Find how many lines in the material hold the word "Left", then state that number and nothing more.

========================================

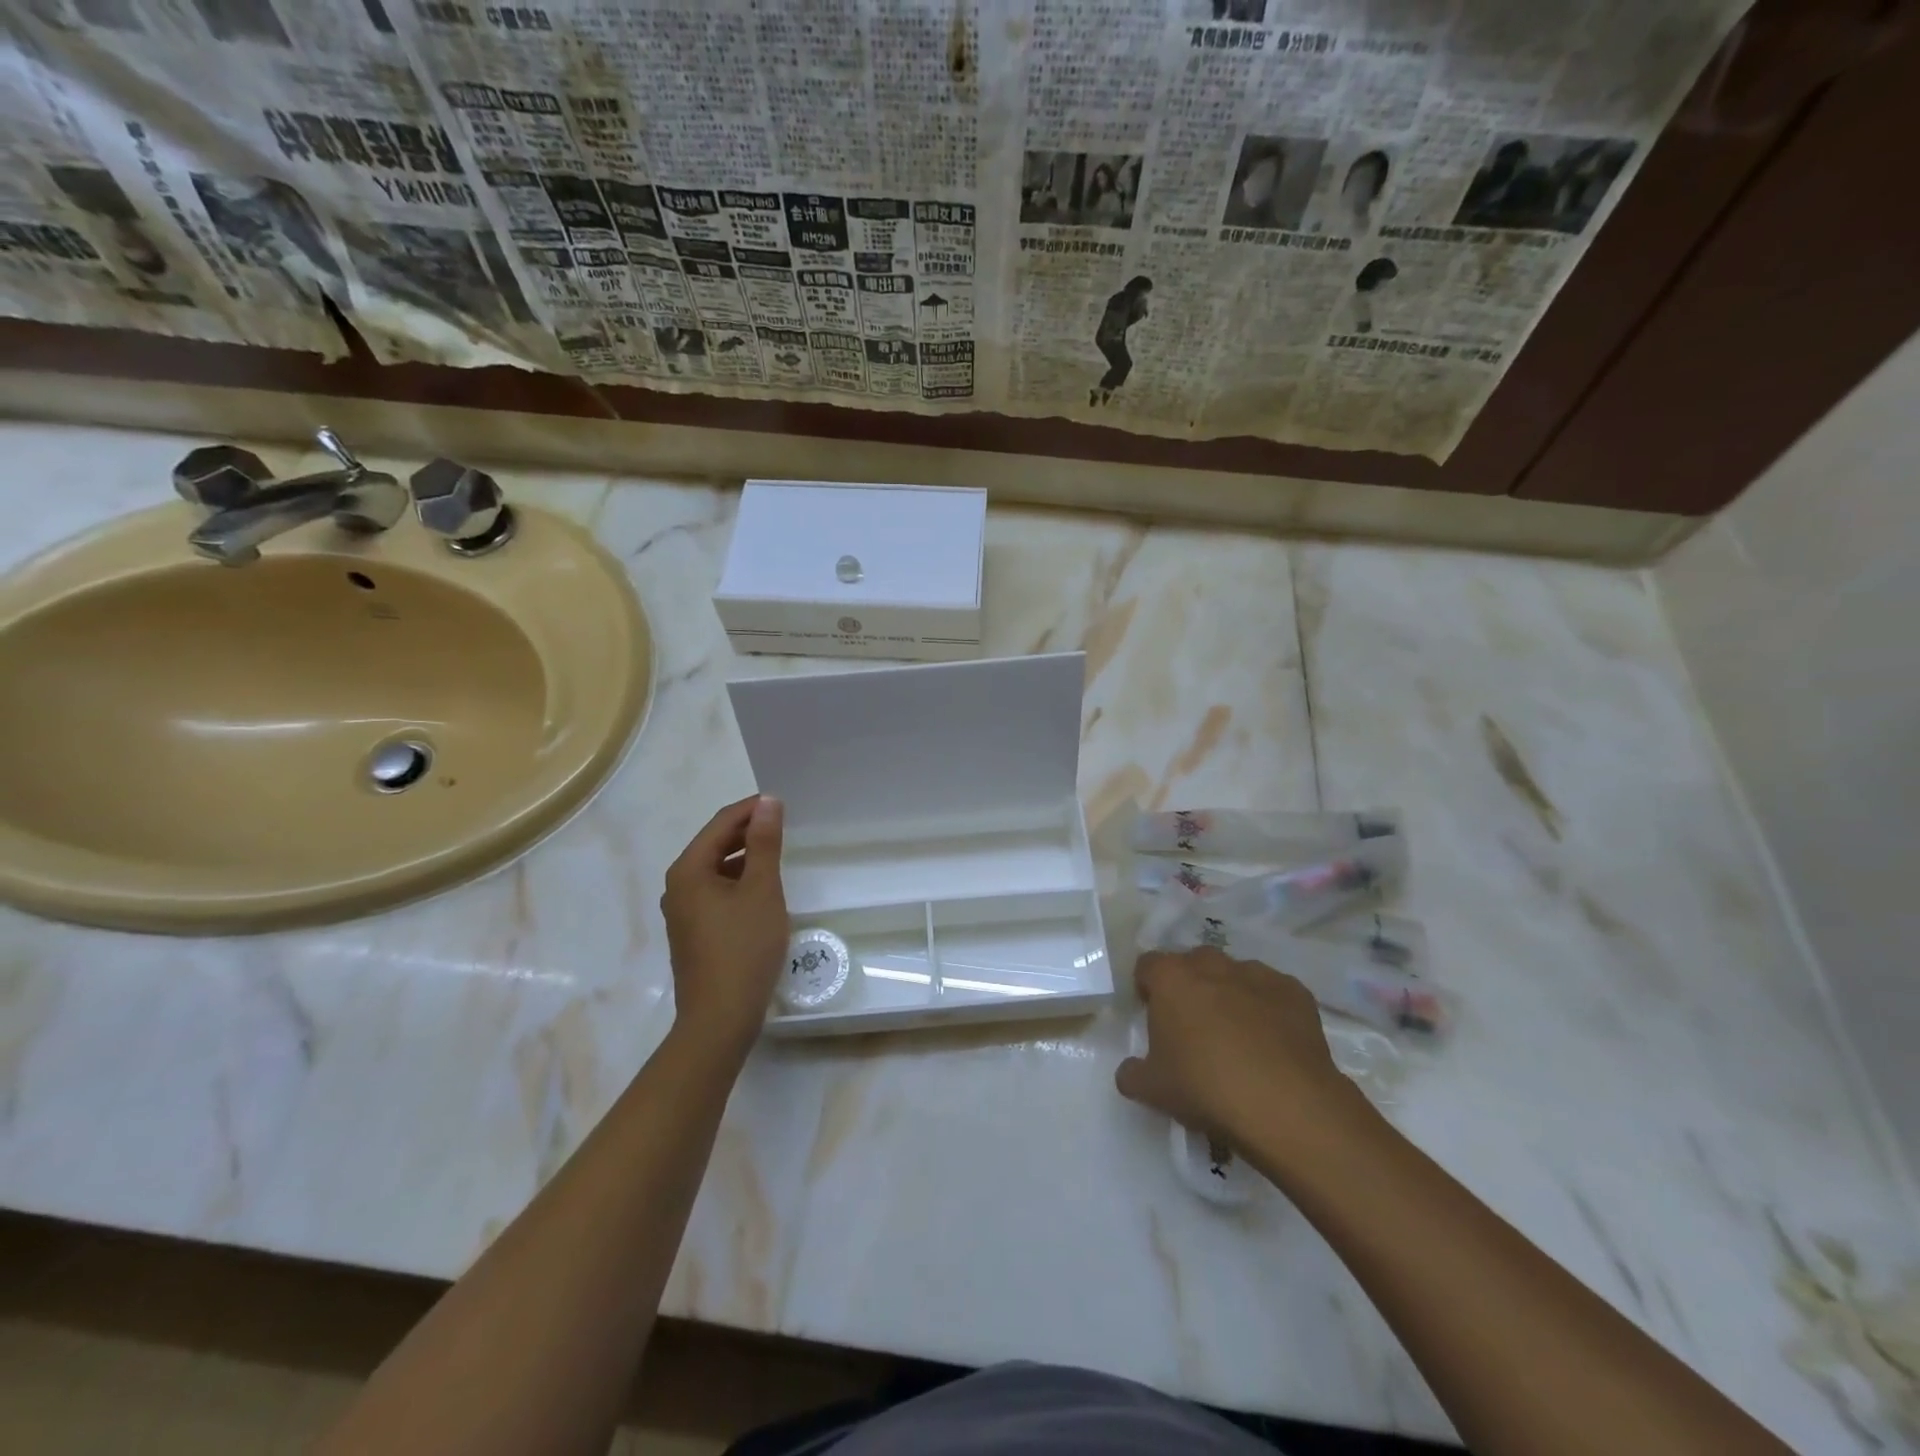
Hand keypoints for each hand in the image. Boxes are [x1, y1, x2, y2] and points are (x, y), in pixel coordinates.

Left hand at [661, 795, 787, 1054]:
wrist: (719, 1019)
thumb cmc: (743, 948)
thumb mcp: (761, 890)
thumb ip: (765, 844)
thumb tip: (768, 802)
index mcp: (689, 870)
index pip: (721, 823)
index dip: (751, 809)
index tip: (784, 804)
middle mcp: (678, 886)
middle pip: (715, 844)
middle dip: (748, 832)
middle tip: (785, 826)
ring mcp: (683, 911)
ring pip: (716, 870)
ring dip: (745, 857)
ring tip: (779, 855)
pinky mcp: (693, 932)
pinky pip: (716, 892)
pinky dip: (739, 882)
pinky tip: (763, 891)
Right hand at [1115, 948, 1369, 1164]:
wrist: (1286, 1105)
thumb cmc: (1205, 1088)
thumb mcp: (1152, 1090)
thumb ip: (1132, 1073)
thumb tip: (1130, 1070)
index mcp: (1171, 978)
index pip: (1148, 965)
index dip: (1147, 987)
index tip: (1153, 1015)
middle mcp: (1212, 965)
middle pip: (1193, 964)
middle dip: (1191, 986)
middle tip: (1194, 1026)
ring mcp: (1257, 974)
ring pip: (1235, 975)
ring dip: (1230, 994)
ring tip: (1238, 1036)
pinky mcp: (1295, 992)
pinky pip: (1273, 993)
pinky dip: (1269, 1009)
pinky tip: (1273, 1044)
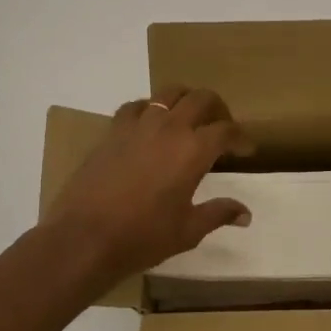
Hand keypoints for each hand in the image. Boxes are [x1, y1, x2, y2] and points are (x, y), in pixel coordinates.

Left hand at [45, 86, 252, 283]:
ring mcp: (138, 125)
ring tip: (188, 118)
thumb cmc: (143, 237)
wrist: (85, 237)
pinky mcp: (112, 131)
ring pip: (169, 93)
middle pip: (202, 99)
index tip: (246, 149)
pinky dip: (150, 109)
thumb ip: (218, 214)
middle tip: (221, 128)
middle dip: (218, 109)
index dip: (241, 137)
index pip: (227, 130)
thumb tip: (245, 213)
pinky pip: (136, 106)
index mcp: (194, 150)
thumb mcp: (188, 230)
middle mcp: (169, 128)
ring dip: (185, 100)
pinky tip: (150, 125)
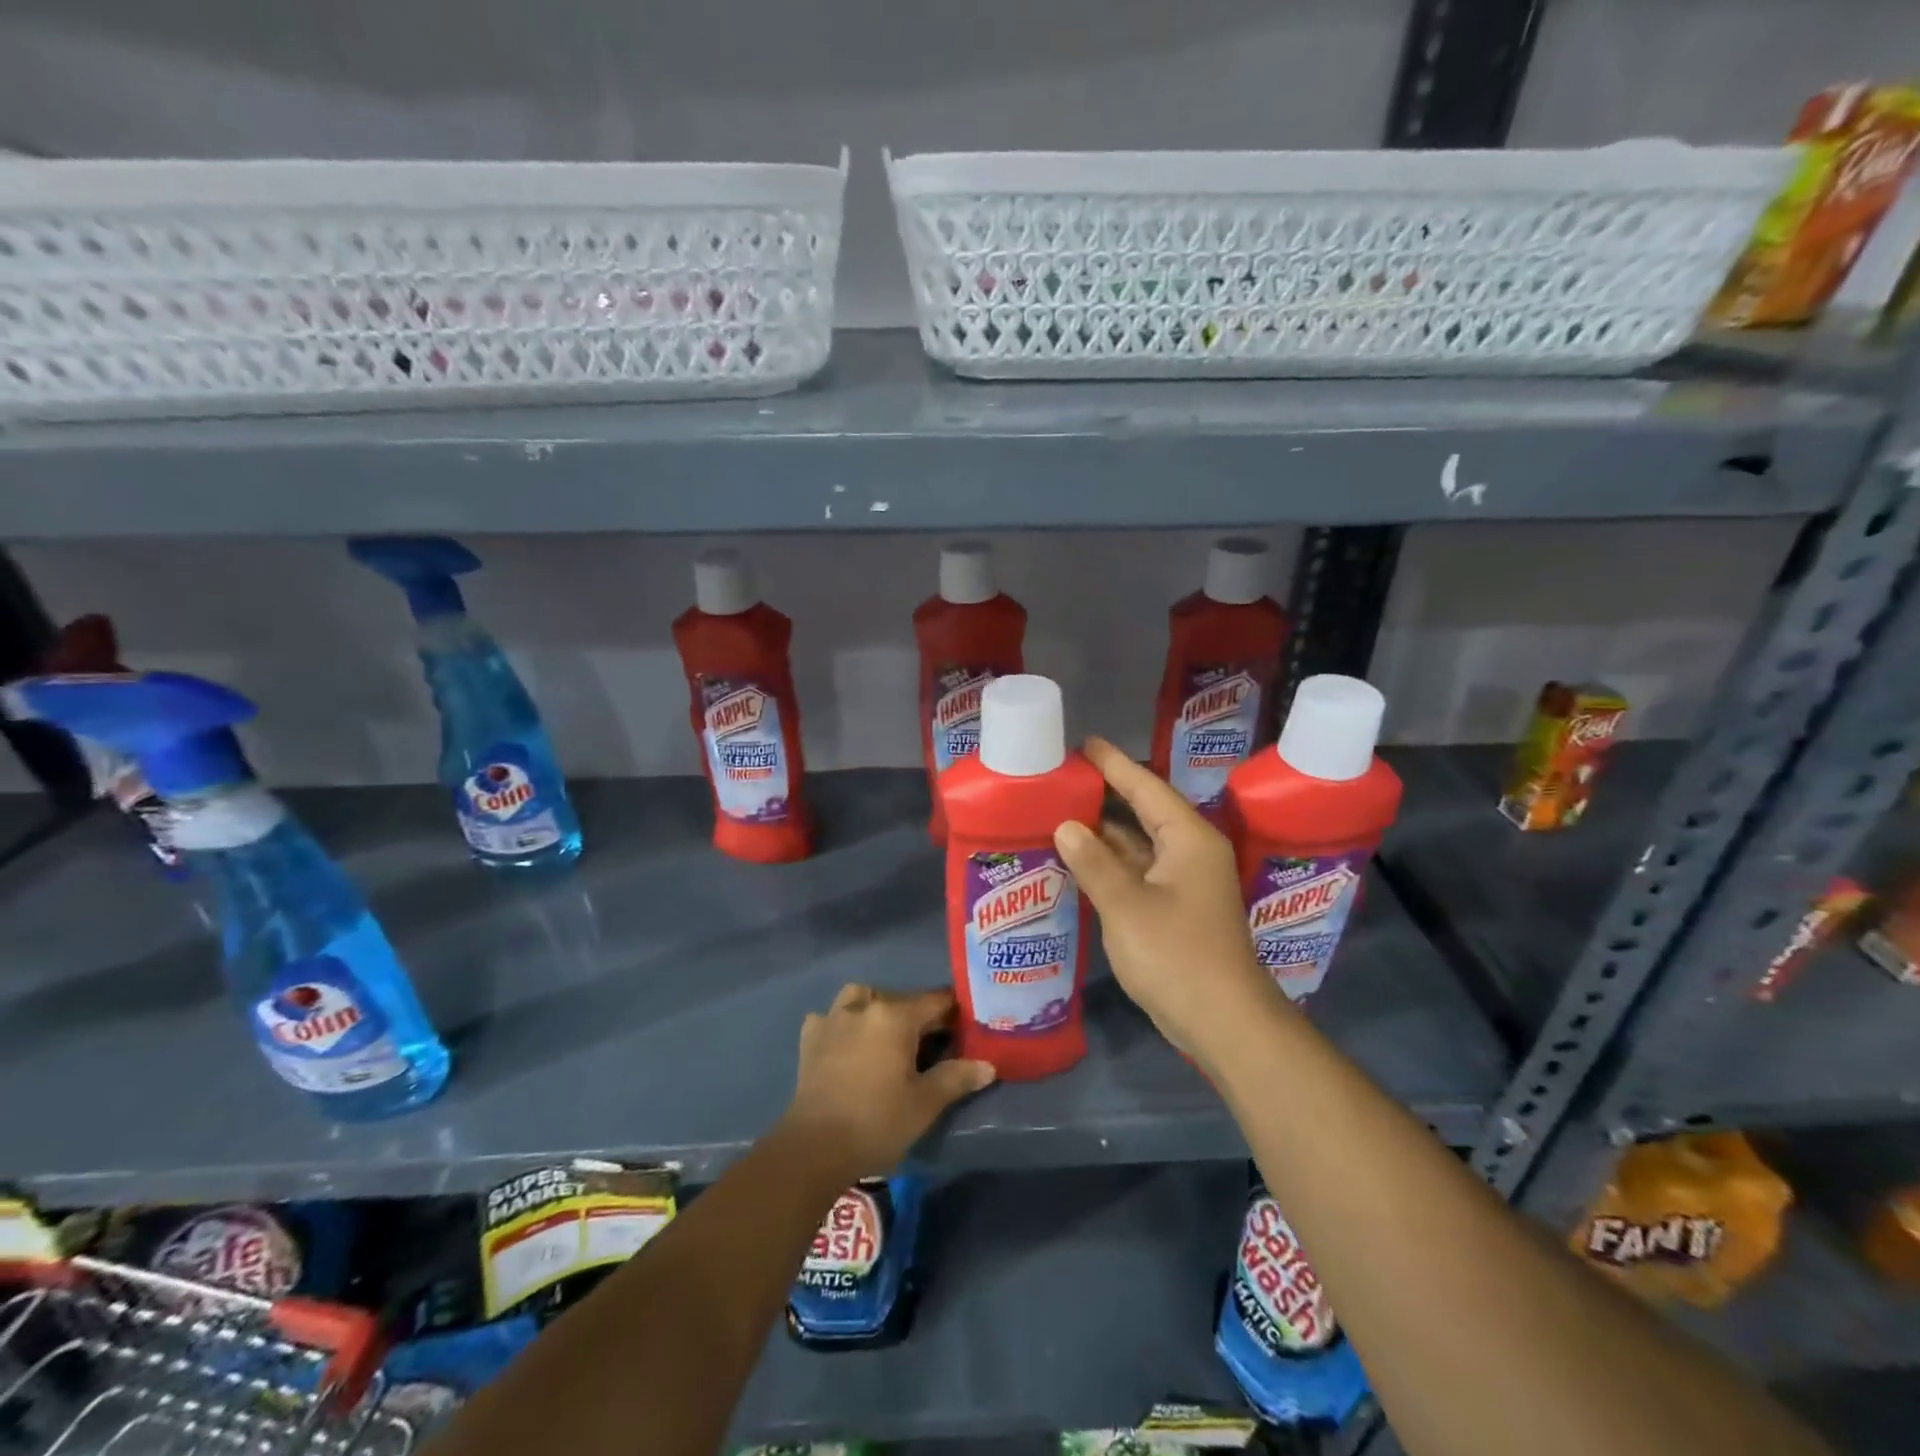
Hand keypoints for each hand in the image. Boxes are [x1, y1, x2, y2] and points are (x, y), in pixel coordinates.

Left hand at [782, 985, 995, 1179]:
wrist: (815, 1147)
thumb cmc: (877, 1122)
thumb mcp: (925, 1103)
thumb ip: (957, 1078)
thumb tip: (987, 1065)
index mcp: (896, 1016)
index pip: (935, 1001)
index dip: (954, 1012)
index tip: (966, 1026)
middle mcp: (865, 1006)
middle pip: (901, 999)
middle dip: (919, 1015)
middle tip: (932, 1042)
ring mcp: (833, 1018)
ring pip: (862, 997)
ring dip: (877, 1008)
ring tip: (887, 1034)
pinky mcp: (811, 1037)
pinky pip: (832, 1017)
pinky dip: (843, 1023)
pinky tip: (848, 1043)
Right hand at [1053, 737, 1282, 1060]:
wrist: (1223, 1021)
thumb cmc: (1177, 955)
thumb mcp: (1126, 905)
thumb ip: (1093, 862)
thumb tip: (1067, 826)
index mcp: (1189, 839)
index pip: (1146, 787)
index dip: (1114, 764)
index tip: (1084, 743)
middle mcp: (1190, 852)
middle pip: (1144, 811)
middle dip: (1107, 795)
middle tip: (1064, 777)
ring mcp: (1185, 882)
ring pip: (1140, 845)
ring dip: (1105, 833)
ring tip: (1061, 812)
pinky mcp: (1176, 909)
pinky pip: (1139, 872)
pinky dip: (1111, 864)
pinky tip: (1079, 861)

========================================

• _Answer to this problem_: 3